Dataset entries
▬▬▬▬▬▬▬▬▬▬

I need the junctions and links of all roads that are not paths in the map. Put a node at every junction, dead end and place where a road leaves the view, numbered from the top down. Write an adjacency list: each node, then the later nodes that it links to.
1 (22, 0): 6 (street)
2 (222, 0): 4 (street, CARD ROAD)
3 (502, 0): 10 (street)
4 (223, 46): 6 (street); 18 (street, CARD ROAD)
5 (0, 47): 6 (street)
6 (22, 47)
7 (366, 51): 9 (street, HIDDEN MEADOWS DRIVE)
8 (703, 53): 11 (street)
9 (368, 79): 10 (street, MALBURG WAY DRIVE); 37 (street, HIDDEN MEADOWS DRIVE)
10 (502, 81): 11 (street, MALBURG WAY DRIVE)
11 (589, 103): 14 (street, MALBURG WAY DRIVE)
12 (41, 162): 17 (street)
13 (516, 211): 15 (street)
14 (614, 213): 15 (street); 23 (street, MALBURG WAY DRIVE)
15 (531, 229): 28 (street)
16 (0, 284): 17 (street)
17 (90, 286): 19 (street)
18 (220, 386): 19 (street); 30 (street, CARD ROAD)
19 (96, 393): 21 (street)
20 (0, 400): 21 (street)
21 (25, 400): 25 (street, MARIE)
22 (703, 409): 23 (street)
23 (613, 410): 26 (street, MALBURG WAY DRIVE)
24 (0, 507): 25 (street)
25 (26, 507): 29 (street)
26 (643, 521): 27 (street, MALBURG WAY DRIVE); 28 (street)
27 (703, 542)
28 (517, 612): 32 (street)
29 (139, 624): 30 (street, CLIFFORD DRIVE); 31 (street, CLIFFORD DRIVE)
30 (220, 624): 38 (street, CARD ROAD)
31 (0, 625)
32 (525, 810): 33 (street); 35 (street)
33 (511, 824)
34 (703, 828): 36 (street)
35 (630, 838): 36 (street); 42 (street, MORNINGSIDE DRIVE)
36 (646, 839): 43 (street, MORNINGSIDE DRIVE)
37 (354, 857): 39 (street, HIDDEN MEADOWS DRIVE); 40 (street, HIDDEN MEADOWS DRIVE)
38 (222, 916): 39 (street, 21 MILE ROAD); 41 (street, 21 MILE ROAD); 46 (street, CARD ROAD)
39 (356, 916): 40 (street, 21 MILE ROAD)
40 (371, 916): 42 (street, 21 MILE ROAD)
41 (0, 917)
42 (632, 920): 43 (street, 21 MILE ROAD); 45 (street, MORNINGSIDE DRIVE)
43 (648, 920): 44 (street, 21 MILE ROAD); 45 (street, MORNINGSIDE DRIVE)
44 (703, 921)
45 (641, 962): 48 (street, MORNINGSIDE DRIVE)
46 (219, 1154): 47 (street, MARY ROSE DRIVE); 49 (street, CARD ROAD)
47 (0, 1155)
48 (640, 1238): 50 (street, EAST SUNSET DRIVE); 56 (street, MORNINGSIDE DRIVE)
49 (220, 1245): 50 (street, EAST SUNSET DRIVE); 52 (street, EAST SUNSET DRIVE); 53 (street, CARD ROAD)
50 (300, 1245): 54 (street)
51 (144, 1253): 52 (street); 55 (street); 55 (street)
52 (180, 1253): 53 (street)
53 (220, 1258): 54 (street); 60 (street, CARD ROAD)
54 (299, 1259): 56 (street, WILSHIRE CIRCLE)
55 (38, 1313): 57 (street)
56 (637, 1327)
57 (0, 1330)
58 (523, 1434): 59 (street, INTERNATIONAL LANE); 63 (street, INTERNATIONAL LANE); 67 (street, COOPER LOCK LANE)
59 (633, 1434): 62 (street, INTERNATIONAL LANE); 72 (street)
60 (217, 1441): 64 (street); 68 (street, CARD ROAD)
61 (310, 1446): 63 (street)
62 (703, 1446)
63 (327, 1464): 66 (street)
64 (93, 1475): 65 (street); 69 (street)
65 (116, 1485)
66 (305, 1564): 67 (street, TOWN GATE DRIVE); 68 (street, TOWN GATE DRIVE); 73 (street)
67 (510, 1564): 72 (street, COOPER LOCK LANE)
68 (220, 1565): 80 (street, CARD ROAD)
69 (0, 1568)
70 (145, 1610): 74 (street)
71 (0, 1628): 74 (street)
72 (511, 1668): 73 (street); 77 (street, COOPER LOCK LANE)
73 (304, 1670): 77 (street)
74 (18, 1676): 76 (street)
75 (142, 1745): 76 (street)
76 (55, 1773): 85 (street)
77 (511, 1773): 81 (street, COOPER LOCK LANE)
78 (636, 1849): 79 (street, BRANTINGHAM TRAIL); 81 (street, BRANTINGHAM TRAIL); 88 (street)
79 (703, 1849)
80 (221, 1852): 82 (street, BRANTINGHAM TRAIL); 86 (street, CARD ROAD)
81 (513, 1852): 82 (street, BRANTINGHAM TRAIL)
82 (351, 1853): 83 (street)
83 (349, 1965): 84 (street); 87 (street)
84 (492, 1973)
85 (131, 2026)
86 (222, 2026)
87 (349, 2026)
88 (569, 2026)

▬▬▬▬▬▬▬▬▬▬

WORK ITEM »
Line by line, reproduce the data above exactly.

OUTPUT »
I need the junctions and links of all roads that are not paths in the map. Put a node at every junction, dead end and place where a road leaves the view, numbered from the top down. Write an adjacency list: each node, then the later nodes that it links to.
1 (22, 0): 6 (street)
2 (222, 0): 4 (street, CARD ROAD)
3 (502, 0): 10 (street)
4 (223, 46): 6 (street); 18 (street, CARD ROAD)
5 (0, 47): 6 (street)
6 (22, 47)
7 (366, 51): 9 (street, HIDDEN MEADOWS DRIVE)
8 (703, 53): 11 (street)
9 (368, 79): 10 (street, MALBURG WAY DRIVE); 37 (street, HIDDEN MEADOWS DRIVE)
10 (502, 81): 11 (street, MALBURG WAY DRIVE)
11 (589, 103): 14 (street, MALBURG WAY DRIVE)
12 (41, 162): 17 (street)
13 (516, 211): 15 (street)
14 (614, 213): 15 (street); 23 (street, MALBURG WAY DRIVE)
15 (531, 229): 28 (street)
16 (0, 284): 17 (street)
17 (90, 286): 19 (street)
18 (220, 386): 19 (street); 30 (street, CARD ROAD)
19 (96, 393): 21 (street)
20 (0, 400): 21 (street)
21 (25, 400): 25 (street, MARIE)
22 (703, 409): 23 (street)
23 (613, 410): 26 (street, MALBURG WAY DRIVE)
24 (0, 507): 25 (street)
25 (26, 507): 29 (street)
26 (643, 521): 27 (street, MALBURG WAY DRIVE); 28 (street)
27 (703, 542)
28 (517, 612): 32 (street)
29 (139, 624): 30 (street, CLIFFORD DRIVE); 31 (street, CLIFFORD DRIVE)
30 (220, 624): 38 (street, CARD ROAD)
31 (0, 625)
32 (525, 810): 33 (street); 35 (street)
33 (511, 824)
34 (703, 828): 36 (street)
35 (630, 838): 36 (street); 42 (street, MORNINGSIDE DRIVE)
36 (646, 839): 43 (street, MORNINGSIDE DRIVE)
37 (354, 857): 39 (street, HIDDEN MEADOWS DRIVE); 40 (street, HIDDEN MEADOWS DRIVE)
38 (222, 916): 39 (street, 21 MILE ROAD); 41 (street, 21 MILE ROAD); 46 (street, CARD ROAD)
39 (356, 916): 40 (street, 21 MILE ROAD)
40 (371, 916): 42 (street, 21 MILE ROAD)
41 (0, 917)
42 (632, 920): 43 (street, 21 MILE ROAD); 45 (street, MORNINGSIDE DRIVE)
43 (648, 920): 44 (street, 21 MILE ROAD); 45 (street, MORNINGSIDE DRIVE)
44 (703, 921)
45 (641, 962): 48 (street, MORNINGSIDE DRIVE)
46 (219, 1154): 47 (street, MARY ROSE DRIVE); 49 (street, CARD ROAD)
47 (0, 1155)
48 (640, 1238): 50 (street, EAST SUNSET DRIVE); 56 (street, MORNINGSIDE DRIVE)
49 (220, 1245): 50 (street, EAST SUNSET DRIVE); 52 (street, EAST SUNSET DRIVE); 53 (street, CARD ROAD)
50 (300, 1245): 54 (street)
51 (144, 1253): 52 (street); 55 (street); 55 (street)
52 (180, 1253): 53 (street)
53 (220, 1258): 54 (street); 60 (street, CARD ROAD)
54 (299, 1259): 56 (street, WILSHIRE CIRCLE)
55 (38, 1313): 57 (street)
56 (637, 1327)
57 (0, 1330)
58 (523, 1434): 59 (street, INTERNATIONAL LANE); 63 (street, INTERNATIONAL LANE); 67 (street, COOPER LOCK LANE)
59 (633, 1434): 62 (street, INTERNATIONAL LANE); 72 (street)
60 (217, 1441): 64 (street); 68 (street, CARD ROAD)
61 (310, 1446): 63 (street)
62 (703, 1446)
63 (327, 1464): 66 (street)
64 (93, 1475): 65 (street); 69 (street)
65 (116, 1485)
66 (305, 1564): 67 (street, TOWN GATE DRIVE); 68 (street, TOWN GATE DRIVE); 73 (street)
67 (510, 1564): 72 (street, COOPER LOCK LANE)
68 (220, 1565): 80 (street, CARD ROAD)
69 (0, 1568)
70 (145, 1610): 74 (street)
71 (0, 1628): 74 (street)
72 (511, 1668): 73 (street); 77 (street, COOPER LOCK LANE)
73 (304, 1670): 77 (street)
74 (18, 1676): 76 (street)
75 (142, 1745): 76 (street)
76 (55, 1773): 85 (street)
77 (511, 1773): 81 (street, COOPER LOCK LANE)
78 (636, 1849): 79 (street, BRANTINGHAM TRAIL); 81 (street, BRANTINGHAM TRAIL); 88 (street)
79 (703, 1849)
80 (221, 1852): 82 (street, BRANTINGHAM TRAIL); 86 (street, CARD ROAD)
81 (513, 1852): 82 (street, BRANTINGHAM TRAIL)
82 (351, 1853): 83 (street)
83 (349, 1965): 84 (street); 87 (street)
84 (492, 1973)
85 (131, 2026)
86 (222, 2026)
87 (349, 2026)
88 (569, 2026)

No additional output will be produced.